▶ Task brief: Your job is to return every line in the data holding the string "Montecristi".

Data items
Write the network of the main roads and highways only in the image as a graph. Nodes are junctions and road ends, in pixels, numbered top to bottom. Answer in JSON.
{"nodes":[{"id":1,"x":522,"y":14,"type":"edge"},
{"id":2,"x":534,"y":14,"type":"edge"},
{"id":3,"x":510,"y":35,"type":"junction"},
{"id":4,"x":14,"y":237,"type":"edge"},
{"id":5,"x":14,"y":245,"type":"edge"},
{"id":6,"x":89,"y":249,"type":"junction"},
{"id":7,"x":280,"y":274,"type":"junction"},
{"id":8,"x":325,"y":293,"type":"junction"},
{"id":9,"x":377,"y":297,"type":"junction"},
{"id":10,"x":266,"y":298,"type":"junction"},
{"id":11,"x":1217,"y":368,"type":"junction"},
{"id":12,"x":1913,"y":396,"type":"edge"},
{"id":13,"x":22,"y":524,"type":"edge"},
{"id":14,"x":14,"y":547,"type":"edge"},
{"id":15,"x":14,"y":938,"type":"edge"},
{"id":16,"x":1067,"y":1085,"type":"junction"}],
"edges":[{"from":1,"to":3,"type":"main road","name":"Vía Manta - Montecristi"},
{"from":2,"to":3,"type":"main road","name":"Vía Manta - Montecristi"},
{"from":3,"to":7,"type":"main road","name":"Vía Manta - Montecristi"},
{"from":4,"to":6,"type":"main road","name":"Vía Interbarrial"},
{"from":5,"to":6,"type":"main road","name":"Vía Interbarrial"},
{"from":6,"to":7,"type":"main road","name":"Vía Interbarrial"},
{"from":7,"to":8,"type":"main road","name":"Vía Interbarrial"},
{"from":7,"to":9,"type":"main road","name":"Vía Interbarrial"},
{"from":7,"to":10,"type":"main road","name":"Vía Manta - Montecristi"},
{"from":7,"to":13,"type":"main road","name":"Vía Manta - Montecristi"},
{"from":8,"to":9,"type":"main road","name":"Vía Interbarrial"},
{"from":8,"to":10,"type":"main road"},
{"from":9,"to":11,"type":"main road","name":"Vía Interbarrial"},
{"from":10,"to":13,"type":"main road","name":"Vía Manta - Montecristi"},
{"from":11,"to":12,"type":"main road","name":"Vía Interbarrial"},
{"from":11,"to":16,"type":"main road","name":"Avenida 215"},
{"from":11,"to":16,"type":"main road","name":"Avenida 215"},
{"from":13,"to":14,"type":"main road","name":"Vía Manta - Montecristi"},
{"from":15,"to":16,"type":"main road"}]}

▶ Response for this exercise:
"edges":[{"from":1,"to":3,"type":"main road","name":"Vía Manta - Montecristi"},
{"from":2,"to":3,"type":"main road","name":"Vía Manta - Montecristi"},
{"from":3,"to":7,"type":"main road","name":"Vía Manta - Montecristi"},
{"from":7,"to":10,"type":"main road","name":"Vía Manta - Montecristi"},
{"from":7,"to":13,"type":"main road","name":"Vía Manta - Montecristi"},
{"from":10,"to":13,"type":"main road","name":"Vía Manta - Montecristi"},
{"from":13,"to":14,"type":"main road","name":"Vía Manta - Montecristi"},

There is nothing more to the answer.